I think that’s what education is for: to create a populace that knows about the issues society is facing and how to address them.
As a 6th grade math teacher in Highline School District, Raphael Munavu’s passion for social justice defines his approach to teaching math.
With every lesson, he strives to help students connect math to their own lives, enabling them to think critically about the world around them.
In one instance, he asked students to compare prices for the same candy bar being sold in two different stores. One was a small store within the students’ community and the other was a bigger store outside of town. After discovering a significant price difference for the same product, Munavu’s students started questioning why that was the case.
“This is where students begin to see the inequalities that exist in their world. “There is almost an awakening. You can point them to issues of inequality, like why they have to spend more money on shoes. Then they start asking questions about why things are being marketed that way.”
Munavu first came across the idea of using a social justice approach to teaching math while working on his master’s in instructional leadership at the University of Washington College of Education. By providing students with tools to analyze social and economic inequalities that exist in their community, Munavu strives to help his students use math to better understand their personal experiences.

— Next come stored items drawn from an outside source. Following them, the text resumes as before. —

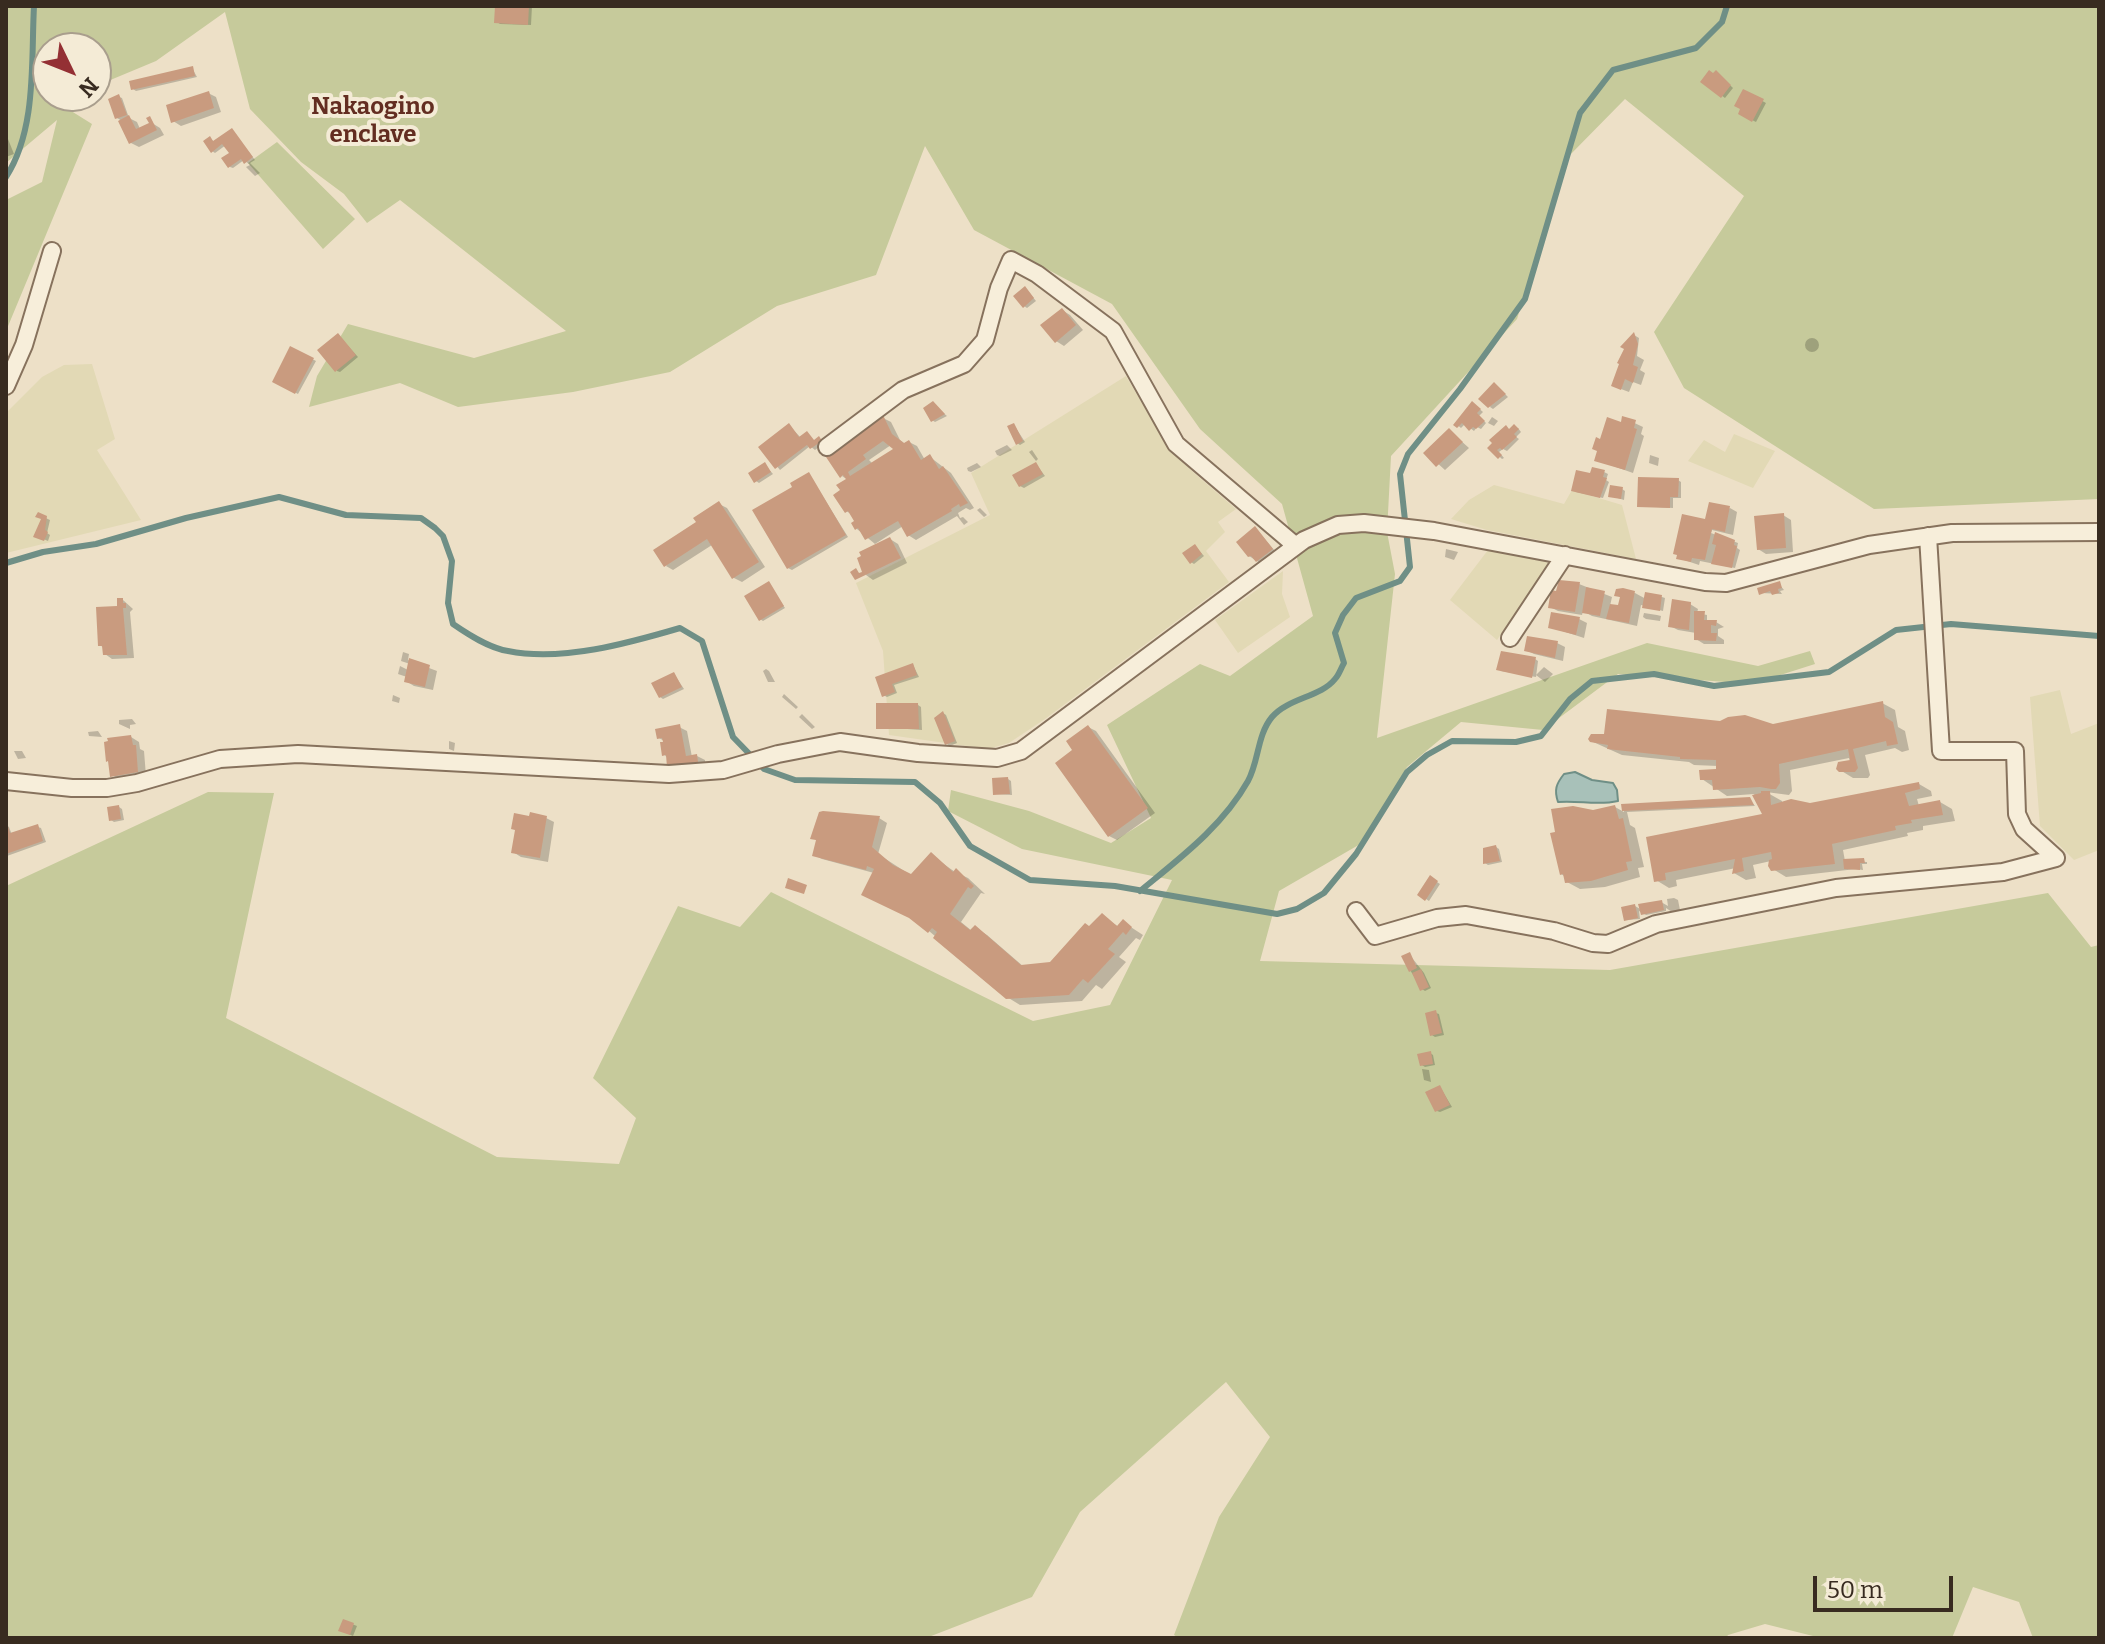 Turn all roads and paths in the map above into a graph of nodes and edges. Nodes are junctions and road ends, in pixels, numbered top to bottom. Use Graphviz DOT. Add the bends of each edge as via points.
graph roads {
  1 [pos="52,251"];
  2 [pos="6,386"];
  3 [pos="827,447"];
  4 [pos="2099,532"];
  5 [pos="1928,536"];
  6 [pos="1296,546"];
  7 [pos="1565,555"];
  8 [pos="1510,638"];
  9 [pos="6,781"];
  10 [pos="1452,898"];
  11 [pos="1456,915"];
  12 [pos="1361,917"];
  1 -- 2 [label="street"];
  3 -- 6 [label="street" via="903,390 964,364 985,340 1011,260 1113,331 1176,444"];
  4 -- 5 [label="street"];
  5 -- 7 [label="street" via="1869,545 1726,583"];
  5 -- 11 [label="street" via="1941,751 2015,751 2017,814 2024,829 2056,858 2003,872 1836,888 1656,924 1608,944"];
  6 -- 7 [label="street" via="1338,525 1364,523"];
  6 -- 9 [label="street" via="1021,751 997,758 840,742 723,770 669,774 298,754 220,759 107,788"];
  7 -- 8 [label="street"];
  10 -- 11 [label="street"];
  11 -- 12 [label="street" via="1375,936"];
} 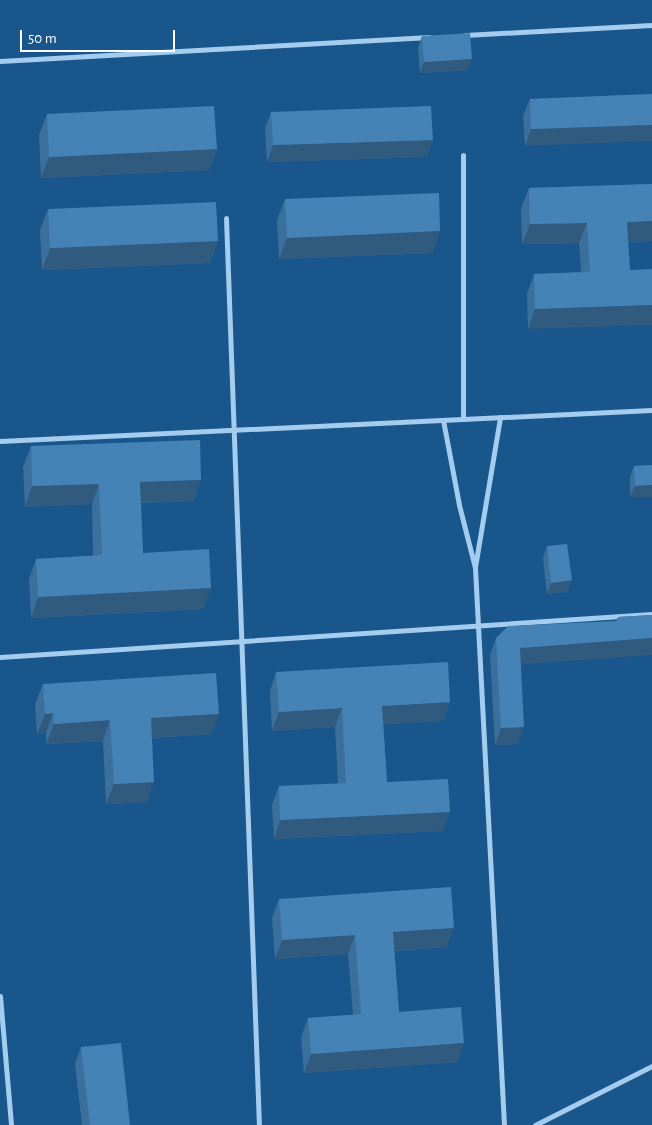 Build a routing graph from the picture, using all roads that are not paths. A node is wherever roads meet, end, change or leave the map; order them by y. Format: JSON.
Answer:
{"nodes":[{"id":1,"x":652,"y":25,"type":"edge"},
{"id":2,"x":455,"y":35,"type":"edge"},
{"id":3,"x":436,"y":36,"type":"edge"},
{"id":4,"x":0,"y":61,"type":"edge"},
{"id":5,"x":463,"y":155,"type":"dead end"},
{"id":6,"x":226,"y":218,"type":"dead end"},
{"id":7,"x":652,"y":410,"type":"edge"},
{"id":8,"x":500,"y":417,"type":"junction"},
{"id":9,"x":463,"y":419,"type":"junction"},
{"id":10,"x":443,"y":420,"type":"junction"},
{"id":11,"x":235,"y":430,"type":"junction"},
{"id":12,"x":0,"y":441,"type":"edge"},
{"id":13,"x":475,"y":568,"type":"junction"},
{"id":14,"x":652,"y":614,"type":"edge"},
{"id":15,"x":478,"y":626,"type":"junction"},
{"id":16,"x":243,"y":641,"type":"junction"},
{"id":17,"x":0,"y":657,"type":"edge"},
{"id":18,"x":0,"y":996,"type":"edge"},
{"id":19,"x":652,"y":1066,"type":"edge"},
{"id":20,"x":11,"y":1125,"type":"edge"},
{"id":21,"x":259,"y":1125,"type":"edge"},
{"id":22,"x":504,"y":1125,"type":"edge"},
{"id":23,"x":535,"y":1125,"type":"edge"}],
"edges":[{"from":1,"to":2,"type":"street"},
{"from":3,"to":4,"type":"street"},
{"from":5,"to":9,"type":"street"},
{"from":6,"to":11,"type":"street"},
{"from":7,"to":8,"type":"street"},
{"from":8,"to":9,"type":"street"},
{"from":8,"to":13,"type":"street"},
{"from":9,"to":10,"type":"street"},
{"from":10,"to":11,"type":"street"},
{"from":10,"to":13,"type":"street"},
{"from":11,"to":12,"type":"street"},
{"from":11,"to":16,"type":"street"},
{"from":13,"to":15,"type":"street"},
{"from":14,"to":15,"type":"street"},
{"from":15,"to":16,"type":"street"},
{"from":15,"to":22,"type":"street"},
{"from":16,"to":17,"type":"street"},
{"from":16,"to":21,"type":"street"},
{"from":18,"to":20,"type":"street"},
{"from":19,"to":23,"type":"street"}]} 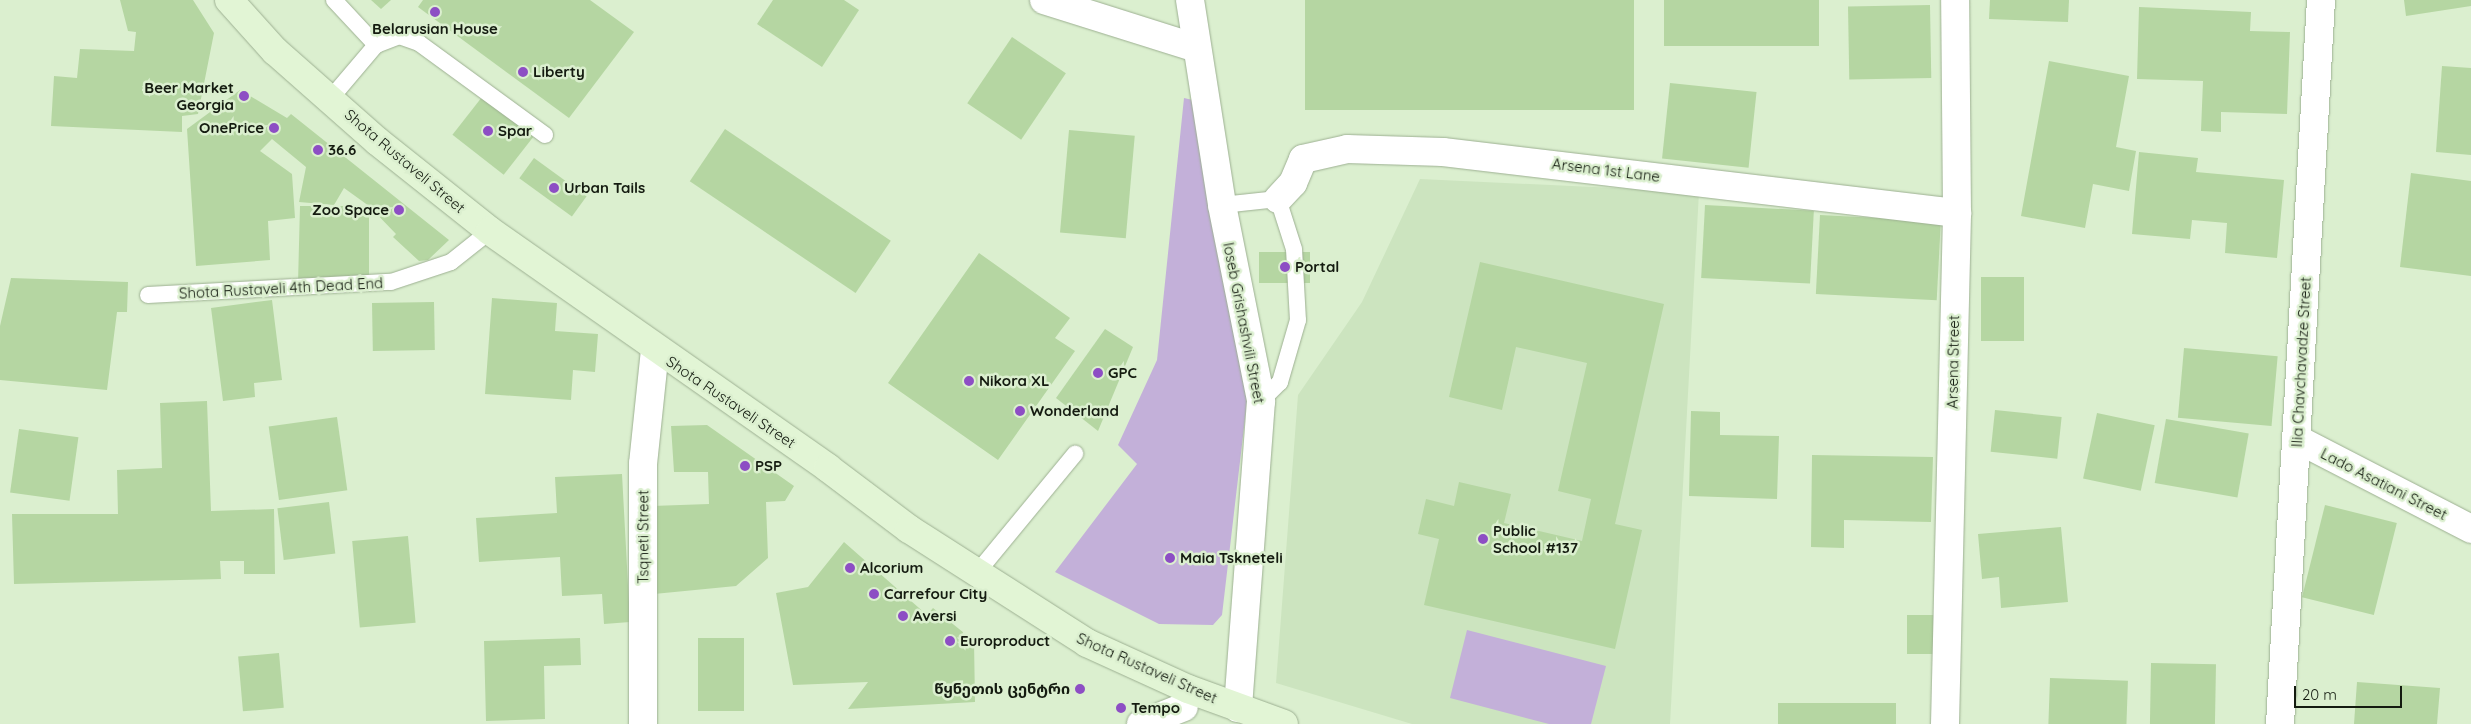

With a background in social work, much of Munavu’s life has been devoted to learning from and serving other people. It was through his work with people struggling with homelessness that Munavu noticed a common theme in their stories.
Most of them, Munavu said, believed their lives would have been different if someone intervened earlier and alluded to school as a place where that preventative work could have taken place.
“That experience made me start thinking about the implications for society and looking at the outcomes for these folks if someone had intervened,” said Munavu, and eventually inspired him to go back to school to earn his teaching degree.
After starting his career teaching 6th grade math and science in Los Angeles, Munavu was drawn to the UW to continue his growth as a teacher leader—an increasingly important role in schools and districts across the nation.
For his capstone research, Munavu is using a social justice lens to identify barriers to success in math for African American boys. Specifically, he is studying the ways that schools communicate with African American parents about their child’s educational performance.
Munavu points to research showing that teachers and administrators often speak to African American parents in a rude, patronizing way. These disparities in communication can prevent parents from effectively supporting their child through challenges in school.
“I would like to implement a framework where African American families, if they need support, will be taught what kinds of questions they should be asking of educators and administrators at their schools,” he said.
By empowering parents to ask the right questions, Munavu says families can make earlier interventions and improve educational outcomes for all African American students.
“I hope that our students and their families can learn more about their ability to participate in communication with their schools and teachers within their urban demographic,” Munavu said. “I think that’s what education is for: to create a populace that knows about the issues society is facing and how to address them.”